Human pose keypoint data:
# # # # # # #

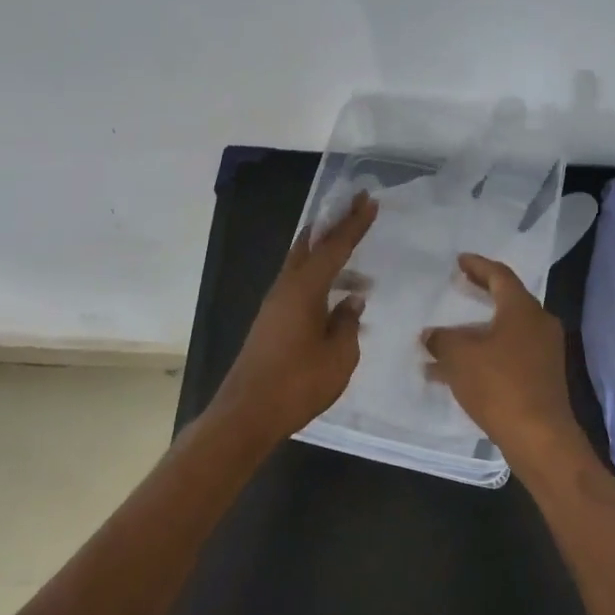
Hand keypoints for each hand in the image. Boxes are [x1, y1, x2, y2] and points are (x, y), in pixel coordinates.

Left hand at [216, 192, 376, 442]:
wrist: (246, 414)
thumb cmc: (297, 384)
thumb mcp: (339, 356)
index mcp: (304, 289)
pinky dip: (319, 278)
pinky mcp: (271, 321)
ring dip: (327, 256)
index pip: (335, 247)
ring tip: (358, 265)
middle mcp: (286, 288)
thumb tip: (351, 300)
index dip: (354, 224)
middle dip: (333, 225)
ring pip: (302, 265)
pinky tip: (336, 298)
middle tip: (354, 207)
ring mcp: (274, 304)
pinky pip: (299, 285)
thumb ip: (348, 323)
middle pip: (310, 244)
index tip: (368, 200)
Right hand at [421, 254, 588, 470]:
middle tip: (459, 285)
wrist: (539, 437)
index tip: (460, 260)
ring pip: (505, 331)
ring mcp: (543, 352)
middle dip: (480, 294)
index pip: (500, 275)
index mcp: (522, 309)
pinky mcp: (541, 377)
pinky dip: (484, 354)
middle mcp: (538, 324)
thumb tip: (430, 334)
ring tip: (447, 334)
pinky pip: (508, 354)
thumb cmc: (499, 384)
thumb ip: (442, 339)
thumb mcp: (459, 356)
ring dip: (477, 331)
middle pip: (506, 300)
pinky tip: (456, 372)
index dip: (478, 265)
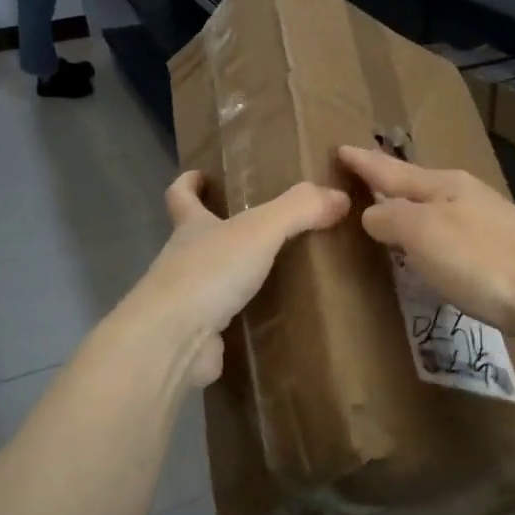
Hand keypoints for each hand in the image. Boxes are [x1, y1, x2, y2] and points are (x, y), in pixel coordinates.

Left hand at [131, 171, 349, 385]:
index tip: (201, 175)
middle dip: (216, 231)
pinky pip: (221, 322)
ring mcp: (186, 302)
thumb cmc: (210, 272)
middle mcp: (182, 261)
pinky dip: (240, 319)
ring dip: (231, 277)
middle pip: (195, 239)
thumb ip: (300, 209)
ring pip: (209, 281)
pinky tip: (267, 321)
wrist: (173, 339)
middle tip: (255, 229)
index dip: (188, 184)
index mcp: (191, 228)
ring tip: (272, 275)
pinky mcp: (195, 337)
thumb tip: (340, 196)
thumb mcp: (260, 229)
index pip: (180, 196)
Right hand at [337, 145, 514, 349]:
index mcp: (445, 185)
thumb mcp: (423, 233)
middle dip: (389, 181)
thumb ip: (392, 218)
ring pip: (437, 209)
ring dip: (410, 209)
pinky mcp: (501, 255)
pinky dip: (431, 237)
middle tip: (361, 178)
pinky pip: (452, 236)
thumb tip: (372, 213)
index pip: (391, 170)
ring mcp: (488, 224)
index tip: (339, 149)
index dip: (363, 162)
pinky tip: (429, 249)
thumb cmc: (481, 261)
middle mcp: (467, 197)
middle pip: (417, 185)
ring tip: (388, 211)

# # # # # # #

What the task asks: Return the data above unchanged. Pictures are not part of the copy.

Exercise response:
Hand keypoints for each hand in the image. Boxes are [x1, y1, x2, y2] and points are (x, y), in pixel coordinates.

Left hand at [216, 192, 376, 442]:
wrist: (246, 414)
thumb cmc: (297, 384)
thumb mcp: (339, 356)
index mcp: (304, 289)
pinky dip: (319, 278)
pinky mcp: (271, 321)
ring dip: (327, 256)
index pip: (335, 247)
ring tip: (358, 265)
middle mcp: (286, 288)
thumb tip: (351, 300)
index dip: (354, 224)
middle dip: (333, 225)
ring pip: (302, 265)
pinky tip: (336, 298)
middle tip: (354, 207)
ring mcp: (274, 304)
pinky pip: (299, 285)
thumb ip: (348, 323)
middle pip: (310, 244)
index tip: (368, 200)
Right hand at [421, 254, 588, 470]:
middle tip: (459, 285)
wrist: (539, 437)
index tip: (460, 260)
ring pip: (505, 331)
ring mcp: (543, 352)
middle dip: (480, 294)
index pip: (500, 275)
index mcp: (522, 309)
pinky mcp: (541, 377)
pinky dip: (484, 354)
middle mcp: (538, 324)
thumb tip: (430, 334)
ring tip: (447, 334)
pinky pip: (508, 354)
thumb cmc: (499, 384)
thumb ip: (442, 339)
thumb mcp: (459, 356)
ring dip: (477, 331)
middle pip: (506, 300)
pinky tip: (456, 372)
index dip: (478, 265)
Hand keypoints for each hand in the image. Boxes are [x1, y1, x2, y2] and points are (x, y), in pixel coordinates.

Left hand at [131, 171, 349, 385]:
index tip: (201, 175)
middle dip: (216, 231)
pinky pip: (221, 322)
ring mcp: (186, 302)
thumb cmc: (210, 272)
middle mcp: (182, 261)
pinky dip: (240, 319)
ring dip: (231, 277)
middle pip: (195, 239)
thumb ip: (300, 209)
ring pip: (209, 281)
pinky tip: (267, 321)
wrist: (173, 339)
middle tip: (255, 229)
index dip: (188, 184)
index mcp: (191, 228)
ring tip: (272, 275)
pinky mcp: (195, 337)
thumb tip: (340, 196)
thumb mcp: (260, 229)
index pip: (180, 196)
Right hand at [337, 145, 514, 349]:
index mcp: (445, 185)
thumb mcp: (423, 233)
middle dip: (389, 181)
thumb ip: (392, 218)
ring pip: (437, 209)
ring dip: (410, 209)
pinky mcp: (501, 255)
pinky dip: (431, 237)
middle tip: (361, 178)
pinky pip: (452, 236)
thumb tip: (372, 213)
index pip: (391, 170)
ring mcp: (488, 224)
index tip: (339, 149)
index dip: (363, 162)
pinky tip: (429, 249)
thumb cmc: (481, 261)
middle mcp: (467, 197)
middle pip: (417, 185)
ring tip: (388, 211)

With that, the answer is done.